今の家はとにかく軒を出さないように造られているので、窓から日光が入って床が熱せられ、それにより部屋も暖められてしまいます。さらに昔の家は床下や天井に空間が十分にとられ、風通しがよく、夏を涼しく過ごすための工夫が随所に施されていました。

 

また、風は通しつつ陽の光は入れない、すだれやよしずといった優れた道具もありました。現在は、陽を遮るのにグリーンカーテンなども使われ、通風できるシャッターなどもありますが、素材が鋼製やアルミといった金属のため、そこを通る空気も瞬間的に熱せられてしまうのです。夏場の暑さをしのぐのに、すだれやよしずに勝る道具はない、とつくづく思います。

 

いかに現代の技術を使って、昔の家のありように近づけるか。先人の知恵は現代の住宅にも広く応用されるべきだと思います。

 

一方、「冬はいかようにも住まる」ということで、冬は衣類を着込むなどして昔の人は過ごしていました。とくに住宅への防寒対策というものはなく、すき間だらけの昔の家は今よりも寒く冷えこんでいました。冬場の快適さ、暖かさは現代の住宅の方が上と言えるでしょう。

 

■「『光と風』と暮らす家」

 

快適に暮らせる家の条件として欠かせないのが、光と風です。明るく射し込む光、そして家の中を通る風は、自然からの恵みであり、これを生かすも殺すも、家の造り方次第で変わってきます。光と風を上手に取り込むことが出来れば、五感で感じる心地よさはもちろんのこと、光熱費にとってもプラスになります。

 

まず、風に必要なものは、「入口」と「出口」です。出口がなければ、入口の窓を開けても、家の中に風は入りにくくなります。入ってきた外気を流すことで、風が生まれ、快適さも生まれるのです。

 

私たちが感じる体感温度は、実際の気温に加え、物体からの輻射熱や風に影響されることが知られています。まったく風の吹かない25度の空間と、風が吹き抜ける28度の空間では、後者の方が涼しく感じるはずです。おそらく皆さんも、夏の暑い日に、団うちわ扇であおぐだけでも涼しく感じる経験をしたことがあるのではないでしょうか。

 

外から入ってきた空気がちゃんと出て行けるような〝風の通り道〞を設けることが、家の設計において重要なのです。

 

さらにもうひとつ欠かせないポイントが、家の断熱性能です。きちんとした厚みの断熱材を使い、それを隙間なくきっちりと施工することで、外気とは違う室内の空気を保つことができます。

 

断熱性能の悪い家で夏にエアコンを使っても、太陽光に熱せられた建物の熱のせいで、なかなか冷えません。
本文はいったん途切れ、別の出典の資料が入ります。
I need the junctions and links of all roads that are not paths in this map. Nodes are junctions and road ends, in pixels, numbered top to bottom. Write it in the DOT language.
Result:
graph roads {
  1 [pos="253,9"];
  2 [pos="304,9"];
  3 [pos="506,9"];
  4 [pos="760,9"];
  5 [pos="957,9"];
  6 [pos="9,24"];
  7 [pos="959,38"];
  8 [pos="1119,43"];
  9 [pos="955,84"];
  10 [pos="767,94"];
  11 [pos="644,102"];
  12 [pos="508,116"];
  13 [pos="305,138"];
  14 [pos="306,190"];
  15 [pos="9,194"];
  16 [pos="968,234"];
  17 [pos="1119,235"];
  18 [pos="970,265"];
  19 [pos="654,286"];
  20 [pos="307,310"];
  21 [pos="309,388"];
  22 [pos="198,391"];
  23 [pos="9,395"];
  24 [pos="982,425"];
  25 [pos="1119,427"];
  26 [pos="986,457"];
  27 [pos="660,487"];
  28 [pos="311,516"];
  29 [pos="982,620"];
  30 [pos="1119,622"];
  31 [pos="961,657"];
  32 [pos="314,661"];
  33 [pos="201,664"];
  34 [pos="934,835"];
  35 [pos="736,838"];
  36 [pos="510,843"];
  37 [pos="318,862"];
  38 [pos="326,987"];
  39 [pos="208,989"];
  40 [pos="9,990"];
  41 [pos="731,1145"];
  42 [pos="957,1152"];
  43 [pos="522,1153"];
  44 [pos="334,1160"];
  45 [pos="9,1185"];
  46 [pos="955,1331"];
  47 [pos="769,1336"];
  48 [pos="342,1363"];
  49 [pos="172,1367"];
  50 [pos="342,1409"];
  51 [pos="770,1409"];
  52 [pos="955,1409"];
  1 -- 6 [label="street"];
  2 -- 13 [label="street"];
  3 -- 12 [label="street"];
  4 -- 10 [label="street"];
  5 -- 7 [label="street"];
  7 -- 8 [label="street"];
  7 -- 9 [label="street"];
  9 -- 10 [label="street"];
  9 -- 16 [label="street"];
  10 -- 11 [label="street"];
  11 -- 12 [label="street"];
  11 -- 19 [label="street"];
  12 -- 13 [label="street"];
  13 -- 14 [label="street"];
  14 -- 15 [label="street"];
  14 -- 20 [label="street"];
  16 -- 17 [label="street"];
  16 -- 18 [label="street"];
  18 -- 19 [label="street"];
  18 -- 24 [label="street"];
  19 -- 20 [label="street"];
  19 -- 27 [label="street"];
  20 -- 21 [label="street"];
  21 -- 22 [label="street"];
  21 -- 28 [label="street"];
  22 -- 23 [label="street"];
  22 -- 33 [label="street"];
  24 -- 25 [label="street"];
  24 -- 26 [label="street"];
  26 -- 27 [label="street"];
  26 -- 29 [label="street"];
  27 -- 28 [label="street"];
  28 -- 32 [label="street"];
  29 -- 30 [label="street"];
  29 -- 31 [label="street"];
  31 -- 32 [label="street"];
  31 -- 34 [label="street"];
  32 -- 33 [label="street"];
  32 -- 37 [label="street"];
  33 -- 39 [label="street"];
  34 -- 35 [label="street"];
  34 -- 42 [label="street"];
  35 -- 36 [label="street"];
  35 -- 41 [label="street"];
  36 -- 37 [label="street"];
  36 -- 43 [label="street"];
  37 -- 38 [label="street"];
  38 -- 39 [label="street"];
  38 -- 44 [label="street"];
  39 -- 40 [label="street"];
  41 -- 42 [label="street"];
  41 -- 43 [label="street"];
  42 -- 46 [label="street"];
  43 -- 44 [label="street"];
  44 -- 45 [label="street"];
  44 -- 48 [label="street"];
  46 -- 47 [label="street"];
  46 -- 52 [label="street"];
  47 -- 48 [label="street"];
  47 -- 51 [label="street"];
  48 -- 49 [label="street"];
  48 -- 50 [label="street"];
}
また、エアコンを切った途端に室温が上がってしまいます。エアコンはあくまでも空気だけを冷やしています。外からの熱を遮断し、快適な室温をキープするためには、良質な断熱材と丁寧な施工が欠かせないのです。ただ、夏のいちばん熱い時期をエアコン要らずで乗り切れるとは思っていません。エアコンが苦手だったり、出来れば使いたくないと考えている方のために、使う日を少なくすることが可能になるということです。

 

光に関しては、立地条件や周囲の環境、季節や時間帯によって射し込む光の量が変わります。それに応じて、窓の位置を設計することが大切です。私が目指しているのは、デザインよりも住み心地。そのためには、「光と風」を重視した設計になっていくのは当たり前のことなのです。